There are many different new butter substitutes that use different techniques but the product is the same. Some now have the trans fats removed, etc... still not better than butter.

As far as the plastics go all fats are molecularly very similar to plastic. This is why plastic bowls can stain so easily when foods with fat are placed in them. The fat bonds with the plastic and some of the dyes are fat soluble so they stay too. As for one molecule away... learn the terminology because plastic and fats are each only one molecule. The dyes and flavorings are others but that is incidental.

Don't eat margarine.


----------



## JAK (Oct 10, 2007)

boonedoggle said:


> * it does not rot or smell differently because it has no nutritional value; nothing will grow on it. Even those teeny weeny microorganisms will not a find a home to grow. Why? Because it is nearly plastic. Would you melt your Tupperware and spread that on your toast?


The reason that vegetable oils will go rancid, whereas hydoginated oils will not, is that polyunsaturated oils can undergo autoxidation in the presence of free radicals.
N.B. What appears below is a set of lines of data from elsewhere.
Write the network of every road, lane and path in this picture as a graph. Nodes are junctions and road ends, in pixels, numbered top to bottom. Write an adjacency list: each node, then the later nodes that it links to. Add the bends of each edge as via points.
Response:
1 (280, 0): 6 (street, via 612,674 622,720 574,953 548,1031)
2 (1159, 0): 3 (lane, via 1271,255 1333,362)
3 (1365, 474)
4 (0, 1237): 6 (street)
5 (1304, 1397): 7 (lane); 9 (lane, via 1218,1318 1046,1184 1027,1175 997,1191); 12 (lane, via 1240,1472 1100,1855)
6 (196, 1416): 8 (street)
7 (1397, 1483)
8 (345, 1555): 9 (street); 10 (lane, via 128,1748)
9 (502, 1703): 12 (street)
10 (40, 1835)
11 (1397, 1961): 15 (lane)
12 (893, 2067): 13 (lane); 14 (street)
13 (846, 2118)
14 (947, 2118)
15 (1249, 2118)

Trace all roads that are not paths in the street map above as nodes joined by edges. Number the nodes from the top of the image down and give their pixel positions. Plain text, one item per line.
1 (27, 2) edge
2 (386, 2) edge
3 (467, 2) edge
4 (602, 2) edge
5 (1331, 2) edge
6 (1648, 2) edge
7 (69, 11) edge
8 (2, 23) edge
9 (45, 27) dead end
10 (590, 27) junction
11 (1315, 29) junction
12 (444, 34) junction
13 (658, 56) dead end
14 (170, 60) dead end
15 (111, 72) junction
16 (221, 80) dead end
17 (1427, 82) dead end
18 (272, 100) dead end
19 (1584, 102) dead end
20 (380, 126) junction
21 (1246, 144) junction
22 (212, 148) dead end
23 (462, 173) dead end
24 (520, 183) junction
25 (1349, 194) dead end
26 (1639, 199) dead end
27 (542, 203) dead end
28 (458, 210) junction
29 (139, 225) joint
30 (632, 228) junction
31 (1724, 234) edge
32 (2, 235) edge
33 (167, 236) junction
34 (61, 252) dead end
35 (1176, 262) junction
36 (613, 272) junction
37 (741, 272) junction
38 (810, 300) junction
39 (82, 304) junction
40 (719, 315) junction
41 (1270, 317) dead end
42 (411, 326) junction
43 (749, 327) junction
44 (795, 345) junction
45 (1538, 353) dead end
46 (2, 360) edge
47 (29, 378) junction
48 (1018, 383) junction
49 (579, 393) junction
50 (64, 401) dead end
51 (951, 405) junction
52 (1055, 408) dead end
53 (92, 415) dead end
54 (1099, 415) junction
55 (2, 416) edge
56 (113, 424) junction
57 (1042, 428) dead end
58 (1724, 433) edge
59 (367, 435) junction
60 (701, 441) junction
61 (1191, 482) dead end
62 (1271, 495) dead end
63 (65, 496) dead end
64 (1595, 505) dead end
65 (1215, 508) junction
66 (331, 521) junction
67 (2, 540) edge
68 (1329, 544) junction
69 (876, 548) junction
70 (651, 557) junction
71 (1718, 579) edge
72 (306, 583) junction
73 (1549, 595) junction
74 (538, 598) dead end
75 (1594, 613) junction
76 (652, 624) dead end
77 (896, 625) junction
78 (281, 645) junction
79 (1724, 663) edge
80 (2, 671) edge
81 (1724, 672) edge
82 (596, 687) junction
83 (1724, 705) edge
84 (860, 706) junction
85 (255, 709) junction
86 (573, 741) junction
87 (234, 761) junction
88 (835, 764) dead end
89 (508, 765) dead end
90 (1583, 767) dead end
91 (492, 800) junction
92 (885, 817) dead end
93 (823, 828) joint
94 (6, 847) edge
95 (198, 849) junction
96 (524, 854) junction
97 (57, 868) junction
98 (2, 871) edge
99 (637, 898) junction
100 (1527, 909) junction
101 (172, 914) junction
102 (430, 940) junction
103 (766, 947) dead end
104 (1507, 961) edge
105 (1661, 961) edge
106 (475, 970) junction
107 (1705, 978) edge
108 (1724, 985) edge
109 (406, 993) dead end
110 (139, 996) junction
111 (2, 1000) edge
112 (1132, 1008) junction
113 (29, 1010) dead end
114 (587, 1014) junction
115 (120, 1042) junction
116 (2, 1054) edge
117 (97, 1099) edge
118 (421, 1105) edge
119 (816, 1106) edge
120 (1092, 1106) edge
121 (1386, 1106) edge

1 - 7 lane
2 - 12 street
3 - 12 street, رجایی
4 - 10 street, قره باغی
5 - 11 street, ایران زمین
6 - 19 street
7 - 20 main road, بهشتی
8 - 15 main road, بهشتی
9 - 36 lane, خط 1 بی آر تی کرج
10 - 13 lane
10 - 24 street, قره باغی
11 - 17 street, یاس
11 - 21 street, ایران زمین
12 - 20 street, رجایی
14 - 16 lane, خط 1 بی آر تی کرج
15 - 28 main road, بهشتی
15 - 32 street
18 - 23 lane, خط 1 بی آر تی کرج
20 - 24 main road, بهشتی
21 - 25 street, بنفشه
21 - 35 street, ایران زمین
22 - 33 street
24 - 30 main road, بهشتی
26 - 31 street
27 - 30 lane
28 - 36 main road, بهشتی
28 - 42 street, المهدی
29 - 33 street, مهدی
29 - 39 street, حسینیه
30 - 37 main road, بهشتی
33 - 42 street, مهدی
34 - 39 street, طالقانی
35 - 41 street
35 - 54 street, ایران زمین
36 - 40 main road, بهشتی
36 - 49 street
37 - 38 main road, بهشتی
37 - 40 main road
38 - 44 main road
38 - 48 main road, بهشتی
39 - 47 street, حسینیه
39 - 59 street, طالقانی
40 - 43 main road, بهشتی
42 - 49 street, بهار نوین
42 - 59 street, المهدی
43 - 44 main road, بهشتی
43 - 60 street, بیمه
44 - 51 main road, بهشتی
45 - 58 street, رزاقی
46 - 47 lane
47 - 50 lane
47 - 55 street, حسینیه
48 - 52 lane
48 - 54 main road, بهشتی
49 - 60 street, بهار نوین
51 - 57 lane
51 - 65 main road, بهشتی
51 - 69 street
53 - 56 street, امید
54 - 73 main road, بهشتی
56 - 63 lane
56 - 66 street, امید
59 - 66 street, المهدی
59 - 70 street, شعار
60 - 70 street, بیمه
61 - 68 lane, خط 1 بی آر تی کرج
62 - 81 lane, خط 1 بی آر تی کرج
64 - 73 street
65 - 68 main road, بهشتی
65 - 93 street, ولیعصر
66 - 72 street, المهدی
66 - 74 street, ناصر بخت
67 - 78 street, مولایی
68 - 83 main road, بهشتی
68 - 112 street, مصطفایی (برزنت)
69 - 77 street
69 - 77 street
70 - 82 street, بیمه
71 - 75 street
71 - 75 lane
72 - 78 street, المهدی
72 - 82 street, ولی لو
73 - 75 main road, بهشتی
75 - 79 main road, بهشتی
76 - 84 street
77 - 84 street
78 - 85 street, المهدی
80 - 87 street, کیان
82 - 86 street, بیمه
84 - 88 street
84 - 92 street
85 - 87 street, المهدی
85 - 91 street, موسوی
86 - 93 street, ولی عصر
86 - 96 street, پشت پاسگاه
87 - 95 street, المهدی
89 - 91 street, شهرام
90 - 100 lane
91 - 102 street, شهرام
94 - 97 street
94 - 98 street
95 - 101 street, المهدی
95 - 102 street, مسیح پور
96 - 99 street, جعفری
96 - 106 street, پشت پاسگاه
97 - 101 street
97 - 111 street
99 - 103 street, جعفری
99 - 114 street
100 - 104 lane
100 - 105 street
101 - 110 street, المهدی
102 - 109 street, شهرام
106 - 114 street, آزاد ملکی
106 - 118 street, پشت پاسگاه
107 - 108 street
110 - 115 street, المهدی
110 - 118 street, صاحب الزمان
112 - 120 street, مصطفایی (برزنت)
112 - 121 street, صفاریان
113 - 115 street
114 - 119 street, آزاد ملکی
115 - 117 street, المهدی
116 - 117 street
Fats that are not polyunsaturated cannot undergo this process.

Also, I can't think of any plastics that margarine would come even close to resembling, although if anyone knows of one please correct me. Margarine, like any fat, is still a triacylglycerol, the only difference is that one double bond is in the trans configuration instead of the cis configuration in some of the fatty acids. Plastics are one, straight polymer.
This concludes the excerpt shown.